Bild: Sobald das erste Kind kommt, fallen egalitär eingestellte Männer in tra…
Männer in Deutschland sind von der Gleichstellungspolitik in Deutschland zu
großen Teilen enttäuscht. Aber nicht, weil sich „die Politik“ vor allem
etwa für alleinerziehende Mütter oder für eine wie auch immer geartete
Identitätspolitik engagiert, was bekanntermaßen vor allem weiße, mittelalte
cis-Männer kritisieren. Nein, jene Männer, die die aktuelle
Gleichstellungspolitik beanstanden, beklagen, es gebe zu wenig davon. Das
ist überraschend, aber trotzdem ein Ergebnis einer neuen repräsentativen
Umfrage des Delta-Instituts für Sozial- und Ökologieforschung im Auftrag
des profeministischen Bundesforums Männer. Autor der Studie, die am Freitag
vorgestellt wird, ist [1][Carsten Wippermann, der als Soziologe seit
Jahrzehnten zu Geschlechterverhältnissen, Frauen in Führungspositionen,
Lohngerechtigkeit] forscht.
Der Bericht ist der dritte Teil einer [2][Langzeitbefragung von Männern und
Frauen, die bereits 2007 begann]. Die jetzige Studie ist geprägt von
globalen Ereignissen wie der Coronapandemie sowie den beiden Kriegen in der
Ukraine und in Nahost, Energiekrise und Inflation.

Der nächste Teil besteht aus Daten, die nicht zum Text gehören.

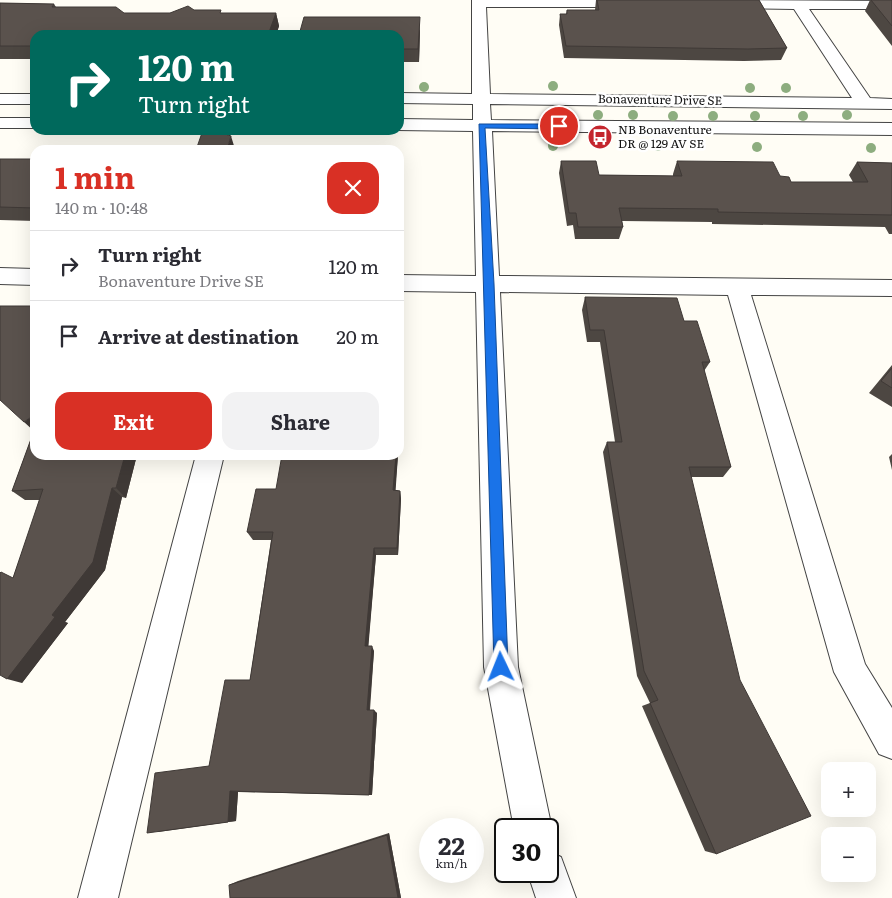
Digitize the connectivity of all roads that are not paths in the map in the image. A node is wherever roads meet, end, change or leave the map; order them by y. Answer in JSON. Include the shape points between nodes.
{"nodes":[{"id":1,"x":639,"y":2,"type":"edge"},
{"id":2,"x":798,"y":2,"type":"edge"},
{"id":3,"x":713,"y":4,"type":"edge"},
{"id":4,"x":892,"y":5,"type":"edge"},
{"id":5,"x":481,"y":97,"type":"junction"},
{"id":6,"x":404,"y":98,"type":"edge"},
{"id":7,"x":0,"y":99,"type":"edge"},
{"id":8,"x":30,"y":99,"type":"edge"},
{"id":9,"x":864,"y":103,"type":"junction"},
{"id":10,"x":892,"y":104,"type":"edge"},
{"id":11,"x":0,"y":123,"type":"edge"},
{"id":12,"x":30,"y":123,"type":"edge"},
{"id":13,"x":404,"y":125,"type":"edge"},
{"id":14,"x":482,"y":125,"type":"junction"},
{"id":15,"x":892,"y":129,"type":"edge"},
{"id":16,"x":0,"y":276,"type":"edge"},
{"id":17,"x":30,"y":277,"type":"edge"},
{"id":18,"x":404,"y":283,"type":"edge"},
{"id":19,"x":489,"y":284,"type":"junction"},
{"id":20,"x":737,"y":286,"type":"junction"},
{"id":21,"x":892,"y":288,"type":"edge"},
{"id":22,"x":209,"y":460,"type":"edge"},
{"id":23,"x":892,"y":741,"type":"edge"},
{"id":24,"x":531,"y":818,"type":"edge"},
{"id":25,"x":551,"y":883,"type":"edge"},
{"id":26,"x":98,"y":898,"type":"edge"},
{"id":27,"x":556,"y":898,"type":"edge"}],
"edges":[{"from":1,"to":5,"type":"street","via":[[478,2]]},
{"from":2,"to":3,"type":"street"},
{"from":2,"to":4,"type":"street"},
{"from":2,"to":9,"type":"street"},
{"from":5,"to":6,"type":"street","name":"Bonaventure Drive SE"},
{"from":5,"to":9,"type":"street","name":"Bonaventure Drive SE"},
{"from":5,"to":14,"type":"street"},
{"from":7,"to":8,"type":"street"},
{"from":9,"to":10,"type":"street","name":"Bonaventure Drive SE"},
{"from":11,"to":12,"type":"street"},
{"from":13,"to":14,"type":"street","name":"Bonaventure Drive SE"},
{"from":14,"to":15,"type":"street","name":"Bonaventure Drive SE"},
{"from":14,"to":19,"type":"street"},
{"from":16,"to":17,"type":"street"},
{"from":18,"to":19,"type":"street"},
{"from":19,"to":20,"type":"street"},
{"from":19,"to":24,"type":"street","via":[[501,667]]},
{"from":20,"to":21,"type":"street"},
{"from":20,"to":23,"type":"street","via":[[851,672]]},
{"from":22,"to":26,"type":"street"},
{"from":25,"to":27,"type":"street"}]}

Trotz der politisch fragilen Lage finden 84 Prozent der Männer, dass
Gleichstellung wichtig ist für den gesellschaftlichen Zusammenhalt. 2015
waren es 79 Prozent. Allerdings empfinden nur 14 Prozent der Befragten,
dass Frauen und Männer tatsächlich gleichgestellt sind. Mehr noch, eine
Mehrheit bezweifelt, dass „die Verfassungsnorm der Gleichstellung umgesetzt
ist“. So empfinden Männer ausgeweitete Partnermonate als wertvoll und
erachten es als wichtig, mehr [3][Männer für soziale Berufe] zu gewinnen.
Beides liegt allerdings nicht im Fokus der Ampel-Regierung, im Gegenteil:
Auf Initiative der Grünen-Familienministerin Lisa Paus sinkt ab 2014 die
[4][Einkommensgrenze für den Bezug von Elterngeld.] Zudem fordert die
[5][FDP, die 14 Partnermonate bei der Elternzeit auf 12 Monate zu
verkürzen.] Angesichts solcher Einschnitte für Väter wundert es nicht, dass
kinderlose Männer in festen Partnerschaften und mit einem geregelten
Einkommen am stärksten eine progressive Gleichstellungspolitik befürworten.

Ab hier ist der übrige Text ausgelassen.